I finally got both of the rear spring plates off using a 5 ton gear puller. Now the only parts left attached are the steel bananna arms (cant come off until I get the engine and trans out) and the rear torsion bars.

The torsion bars are the original items. They have been in position for 34 years. They apparently really like that position. They wont budge.

I tried grabbing them and wiggling alot and yanking till I thought a hernia was imminent. Of coarse this did nothing.

I figured perhaps I could push one through and use its end to bang the other out. So I beat the daylights out of them both in turn trying to get one to push through.
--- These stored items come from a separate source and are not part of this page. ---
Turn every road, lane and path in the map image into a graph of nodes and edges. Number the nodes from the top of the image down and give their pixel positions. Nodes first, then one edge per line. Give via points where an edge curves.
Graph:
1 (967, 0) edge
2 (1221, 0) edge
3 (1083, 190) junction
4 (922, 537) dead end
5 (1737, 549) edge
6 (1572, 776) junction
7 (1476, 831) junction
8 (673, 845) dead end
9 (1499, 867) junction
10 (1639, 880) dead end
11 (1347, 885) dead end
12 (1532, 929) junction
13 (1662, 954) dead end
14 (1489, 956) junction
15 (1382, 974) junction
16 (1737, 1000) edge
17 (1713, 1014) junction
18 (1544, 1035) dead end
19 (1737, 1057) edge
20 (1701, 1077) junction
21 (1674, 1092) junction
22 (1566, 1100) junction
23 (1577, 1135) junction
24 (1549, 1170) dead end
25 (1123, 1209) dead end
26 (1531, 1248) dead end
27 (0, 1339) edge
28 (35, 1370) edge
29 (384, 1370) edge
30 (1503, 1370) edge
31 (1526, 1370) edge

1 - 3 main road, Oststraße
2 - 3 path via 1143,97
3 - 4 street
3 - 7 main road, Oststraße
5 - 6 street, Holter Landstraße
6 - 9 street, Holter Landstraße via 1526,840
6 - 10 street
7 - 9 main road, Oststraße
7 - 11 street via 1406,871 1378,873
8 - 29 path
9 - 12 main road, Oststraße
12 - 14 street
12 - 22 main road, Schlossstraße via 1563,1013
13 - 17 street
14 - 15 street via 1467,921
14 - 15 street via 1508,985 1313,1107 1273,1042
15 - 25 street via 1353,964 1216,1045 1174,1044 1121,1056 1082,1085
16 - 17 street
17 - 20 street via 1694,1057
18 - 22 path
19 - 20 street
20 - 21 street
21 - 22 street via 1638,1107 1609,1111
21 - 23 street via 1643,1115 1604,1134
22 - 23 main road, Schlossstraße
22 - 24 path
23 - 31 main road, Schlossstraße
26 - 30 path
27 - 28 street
I used a 5lb sledge hammer and one of the old front torsion bars as an extension. I whacked the crap out of them. No movement. They laugh at such treatment.

I have soaked them with PB Blaster. Beat on them again. Nada. I then re-installed the spring plate retaining plate and attempted to use the gear puller to push one through. I figured the constant pressure would work..... nope. The bar would deflect up or down making it tough to get constant pressure.... but it would not budge from its position.

Im getting pretty dang desperate. Its starting to look as if full torsion tube replacement will be required. Im to the point of looking at how the entire tube can be cut out when the engine/trans is removed. It seems getting a new tube properly welded into place will require a complex body jig.

Could stuck torsion bars spell the need for an entire new chassis?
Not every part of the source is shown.